Since being designated a regional service and following the completion of the new building at Southlake in Newmarket, the Regional Cardiac Care Program has grown, including the introduction of Perfusion Services staffed by a team of six highly skilled allied health professionals from across the globe. The service was established as a result of the regional program, and it operates side by side with the entire cardiac health care team. More often than not, these professionals can be found supporting the surgeons during open-heart surgery.
Perfusion is the flow and supply of blood and nutrients to the tissue. Before each open-heart surgery, a perfusionist assembles the extra-corporeal equipment (heart/lung machine) using permanent hardware and disposal kits to create the circuit for blood to flow through and be oxygenated while being pumped away from the heart. Once the cardiac surgeon places the patient on bypass, the role of the perfusionist is to operate the machine that will function as the patient’s heart and lungs during the remainder of the surgery.
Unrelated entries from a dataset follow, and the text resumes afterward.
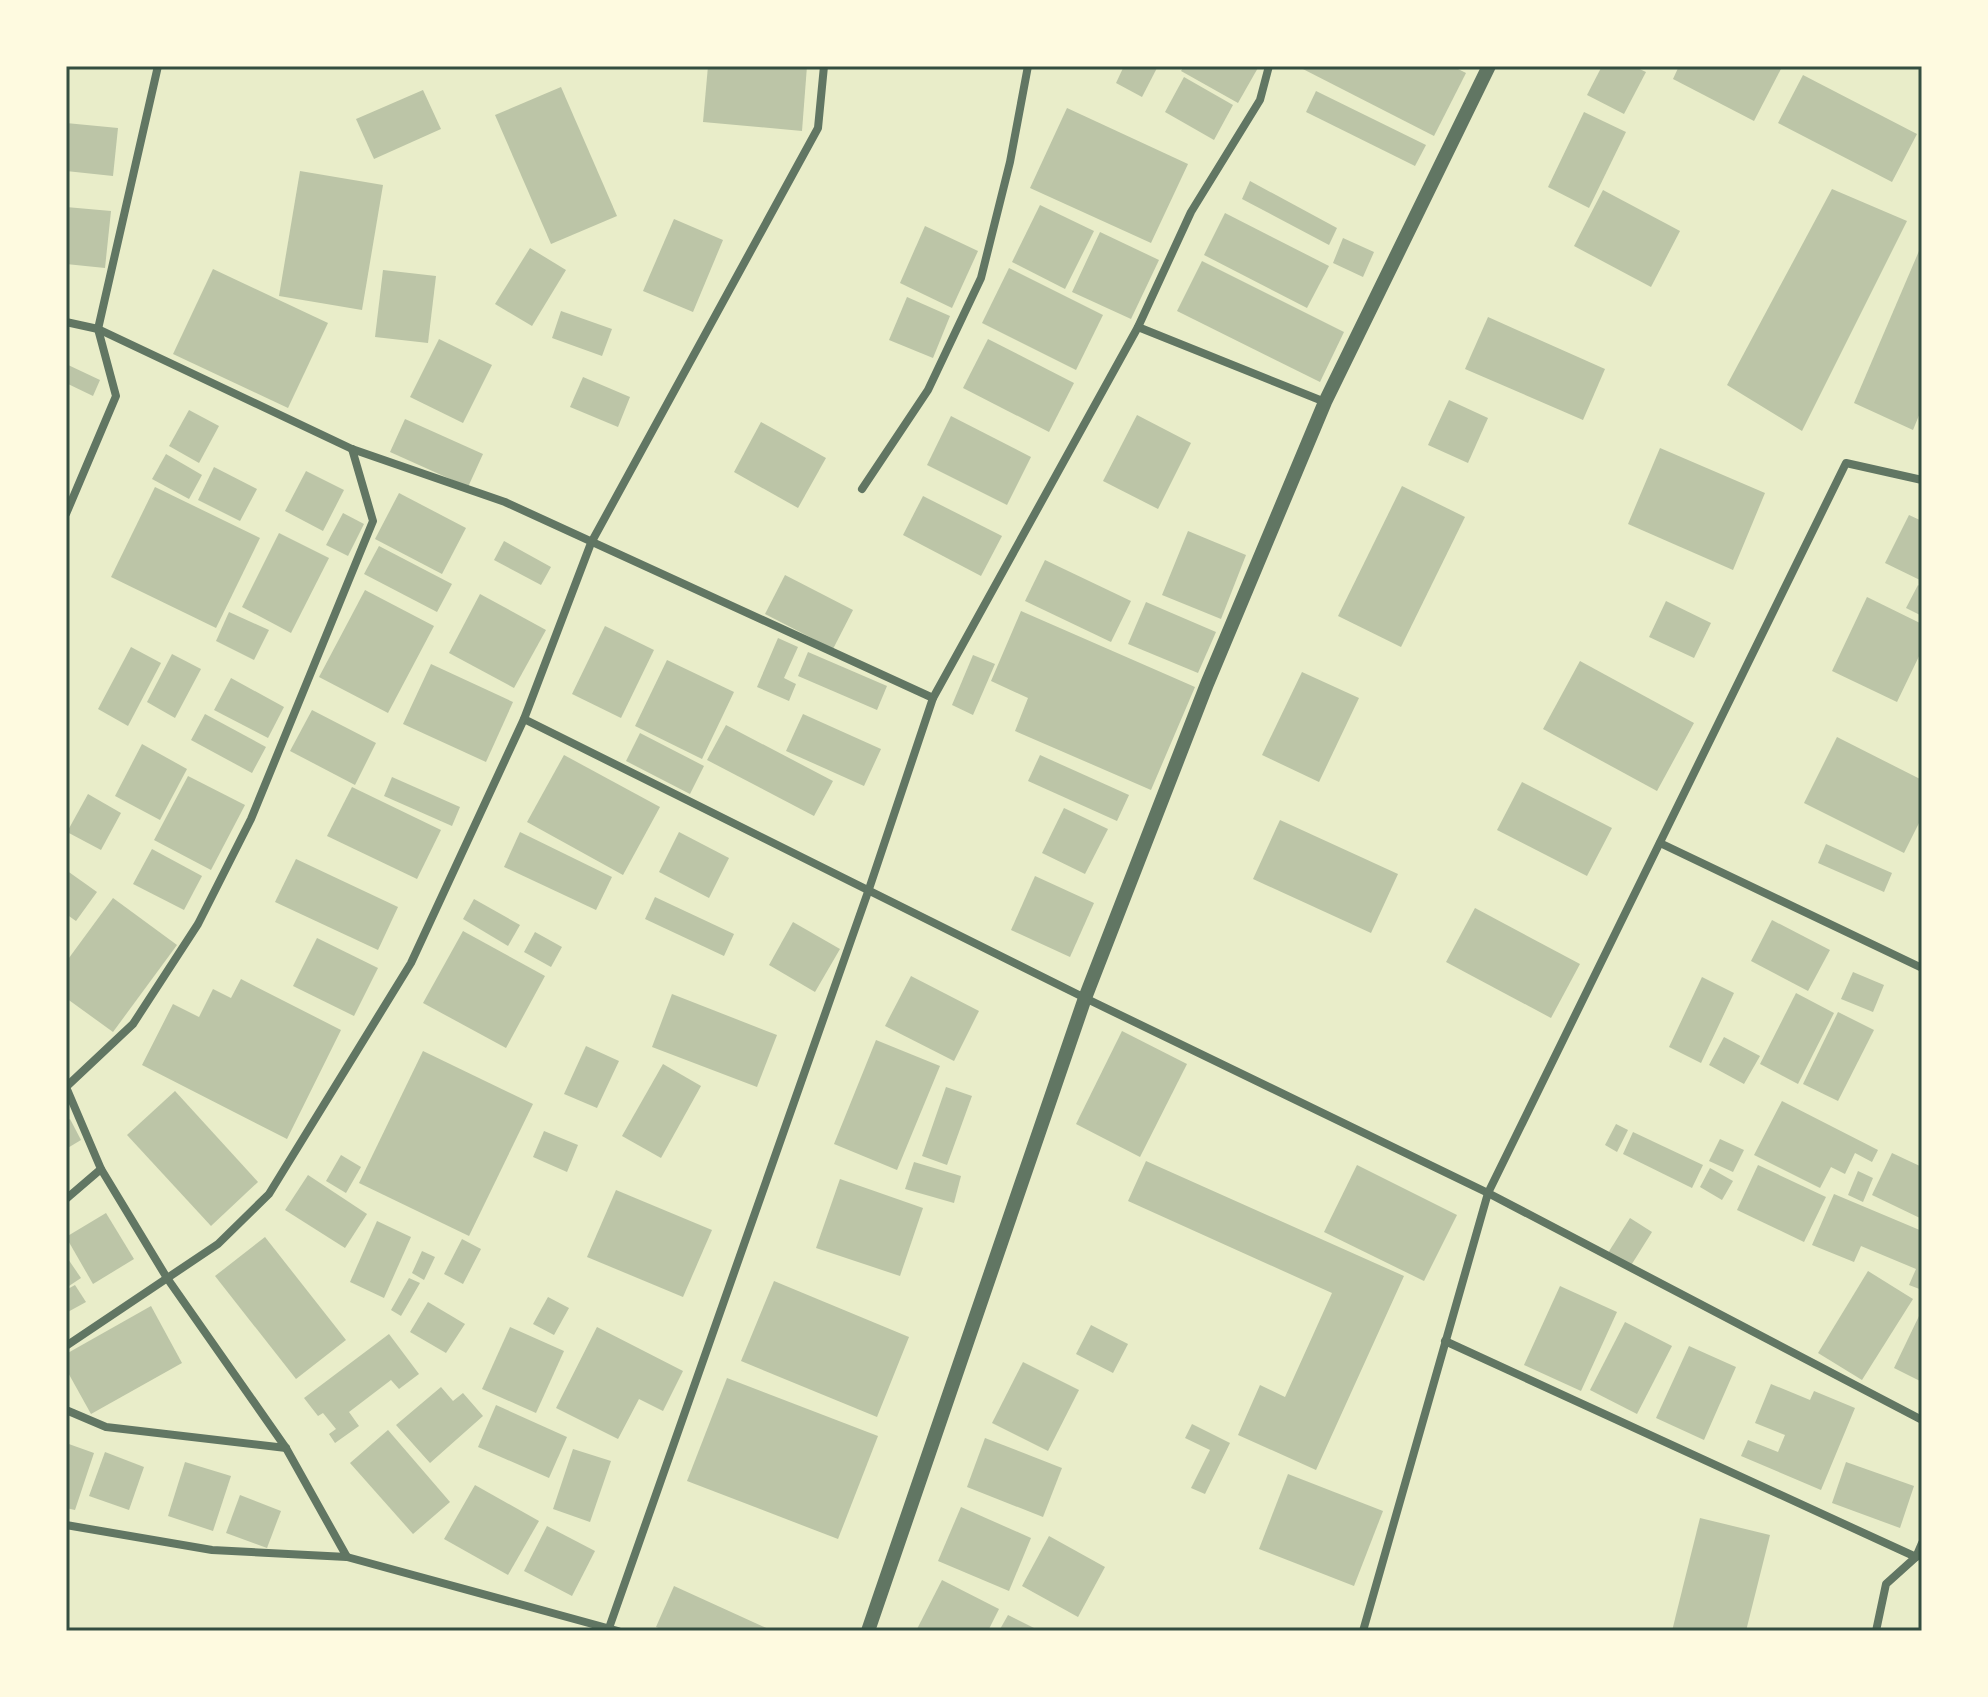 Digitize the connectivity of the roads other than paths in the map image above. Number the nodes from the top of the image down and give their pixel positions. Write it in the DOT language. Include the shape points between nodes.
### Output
graph roads {
  1 [pos="158,66"];
  2 [pos="824,66"];
  3 [pos="1028,66"];
  4 [pos="1269,66"];
  5 [pos="1489,66"];
  6 [pos="66,322"];
  7 [pos="1138,327"];
  8 [pos="98,329"];
  9 [pos="1325,402"];
  10 [pos="352,449"];
  11 [pos="1922,480"];
  12 [pos="862,489"];
  13 [pos="66,514"];
  14 [pos="591,543"];
  15 [pos="933,698"];
  16 [pos="524,719"];
  17 [pos="1660,843"];
  18 [pos="869,889"];
  19 [pos="1922,968"];
  20 [pos="1085,998"];
  21 [pos="66,1087"];
  22 [pos="101,1169"];
  23 [pos="1488,1193"];
  24 [pos="66,1199"];
  25 [pos="167,1278"];
  26 [pos="1445,1341"];
  27 [pos="66,1346"];
  28 [pos="66,1410"];
  29 [pos="1922,1420"];
  30 [pos="286,1448"];
  31 [pos="66,1525"];
  32 [pos="1922,1543"];
  33 [pos="347,1557"];
  34 [pos="1916,1557"];
  35 [pos="614,1629"];
  36 [pos="868,1631"];
  37 [pos="1363,1631"];
  38 [pos="1876,1631"];
  1 -- 8 [label="street"];
  2 -- 14 [label="street" via="818,128"];
  3 -- 12 [label="street" via="981,278 928,390"];
  4 -- 7 [label="street" via="1260,100 1191,212"];
  5 -- 9 [label="street"];
  6 -- 8 [label="street"];
  7 -- 9 [label="street"];
  7 -- 15 [label="street"];
  8 -- 10 [label="street"];
  8 -- 13 [label="street" via="116,396"];
  9 -- 20 [label="street" via="1207,684"];
  10 -- 14 [label="street" via="505,502"];
  10 -- 21 [label="street" via="373,521 251,819 198,924 133,1024"];
  11 -- 17 [label="street" via="1846,463"];
  14 -- 15 [label="street"];
  14 -- 16 [label="street"];
  15 -- 18 [label="street"];
  16 -- 18 [label="street"];
  16 -- 25 [label="street" via="411,963 269,1194 218,1244"];
  17 -- 19 [label="street"];
  17 -- 23 [label="street"];
  18 -- 20 [label="street"];
  18 -- 35 [label="street"];
  20 -- 23 [label="street"];
  20 -- 36 [label="street"];
  21 -- 22 [label="street"];
  22 -- 24 [label="street"];
  22 -- 25 [label="street"];
  23 -- 26 [label="street"];
  23 -- 29 [label="street"];
  25 -- 27 [label="street"];
  25 -- 30 [label="street"];
  26 -- 34 [label="street"];
  26 -- 37 [label="street"];
  28 -- 30 [label="street" via="106,1427"];
  30 -- 33 [label="street"];
  31 -- 33 [label="street" via="212,1550"];
  32 -- 34 [label="street"];
  33 -- 35 [label="street"];
  34 -- 38 [label="street" via="1886,1584"];
} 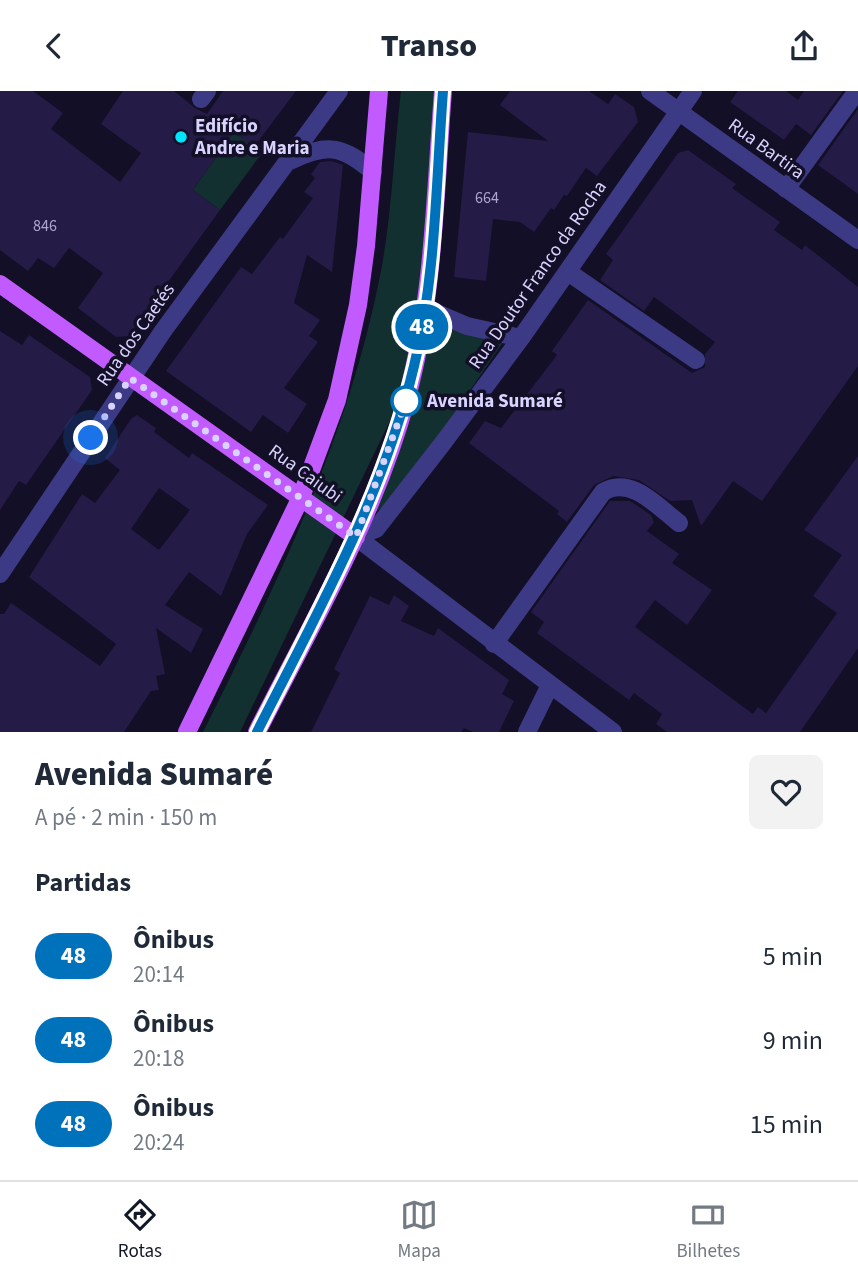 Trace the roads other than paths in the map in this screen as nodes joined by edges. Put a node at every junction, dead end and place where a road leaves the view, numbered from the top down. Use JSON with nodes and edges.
{"nodes":[{"id":1,"x":379,"y":91,"type":"edge"},
{"id":2,"x":443,"y":91,"type":"edge"},
{"id":3,"x":650,"y":91,"type":"edge"},
{"id":4,"x":693,"y":91,"type":"edge"},
{"id":5,"x":857,"y":91,"type":"edge"},
{"id":6,"x":335,"y":92,"type":"edge"},
{"id":7,"x":678,"y":111,"type":"junction"},
{"id":8,"x":290,"y":161,"type":"junction"},
{"id":9,"x":373,"y":172,"type":"junction"},
{"id":10,"x":786,"y":189,"type":"junction"},
{"id":11,"x":858,"y":240,"type":"edge"},
{"id":12,"x":568,"y":272,"type":"junction"},
{"id":13,"x":0,"y":284,"type":"edge"},
{"id":14,"x":425,"y":308,"type":"junction"},
{"id":15,"x":521,"y":338,"type":"junction"},
{"id":16,"x":696,"y":360,"type":"dead end"},
{"id":17,"x":130,"y":378,"type":"junction"},
{"id":18,"x":301,"y":497,"type":"junction"},
{"id":19,"x":679,"y":523,"type":"dead end"},
{"id":20,"x":356,"y":537,"type":"junction"},
{"id":21,"x":0,"y":574,"type":"edge"},
{"id":22,"x":494,"y":644,"type":"junction"},
{"id":23,"x":550,"y":685,"type":"junction"},
{"id":24,"x":187,"y":732,"type":"edge"},
{"id":25,"x":257,"y":732,"type":"edge"},
{"id":26,"x":527,"y":732,"type":"edge"},
{"id":27,"x":612,"y":732,"type":"edge"}],
"edges":[{"from":1,"to":9,"type":"main road"},
{"from":2,"to":14,"type":"main road"},
{"from":3,"to":7,"type":"street","name":"Rua Bartira"},
{"from":4,"to":7,"type":"street","name":"Rua Doutor Franco da Rocha"},
{"from":5,"to":10,"type":"street"},
{"from":6,"to":8,"type":"street","name":"Rua dos Caetés"},
{"from":7,"to":10,"type":"street","name":"Rua Bartira"},
{"from":7,"to":12,"type":"street","name":"Rua Doutor Franco da Rocha"},
{"from":8,"to":9,"type":"street"},
{"from":8,"to":17,"type":"street","name":"Rua dos Caetés"},
{"from":9,"to":18,"type":"main road"},
{"from":10,"to":11,"type":"street","name":"Rua Bartira"},
{"from":12,"to":15,"type":"street","name":"Rua Doutor Franco da Rocha"},
{"from":12,"to":16,"type":"street"},
{"from":13,"to":17,"type":"main road","name":"Rua Caiubi"},
{"from":14,"to":15,"type":"street"},
{"from":14,"to":20,"type":"main road"},
{"from":15,"to":20,"type":"street","name":"Rua Doutor Franco da Rocha"},
{"from":17,"to":18,"type":"main road","name":"Rua Caiubi"},
{"from":17,"to":21,"type":"street","name":"Rua dos Caetés"},
{"from":18,"to":20,"type":"main road","name":"Rua Caiubi"},
{"from":18,"to":24,"type":"main road"},
{"from":19,"to":22,"type":"street"},
{"from":20,"to":22,"type":"street","name":"Rua Caiubi"},
{"from":20,"to":25,"type":"main road"},
{"from":22,"to":23,"type":"street","name":"Rua Caiubi"},
{"from":23,"to":26,"type":"street"},
{"from":23,"to":27,"type":"street","name":"Rua Caiubi"}]}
“Our machinery is state-of-the-art and computer-driven, which allows us to monitor results in real-time while the blood is flowing through the machine and back into the patient,” says Paul Murphy, RN, CCP, CPC, Manager, Perfusion Services. “This allows us to make necessary adjustments where and when required in order to ensure the patient’s body functions within the normal limits during surgery.”
Once the patient is on cardio-pulmonary or heart and lung bypass, the heart is stopped by infusing a potassium-rich solution mixed with blood and the ventilator is shut off. The perfusionist operating the heart and lung machine monitors the patient’s blood pressure and oxygenation readings. When the operation is complete, the perfusionist slowly takes the patient off bypass and the heart is allowed to beat and the lungs to work again and restore the body back to its normal state.
Perfusion Services are involved in several projects within the Hospital including blood conservation and a new platelet gel technique as an aid to heal wounds. “Within our scope of practice, we are involved in research, presentations, and teaching as well as our normal clinical workload,” stated Bharat Datt, Staff Perfusionist. “We have already published a paper in the Canadian Journal of Perfusion, which has been presented at two international meetings. We are also currently working on several different interesting research projects to improve clinical outcomes at our hospital and our quality of practice.”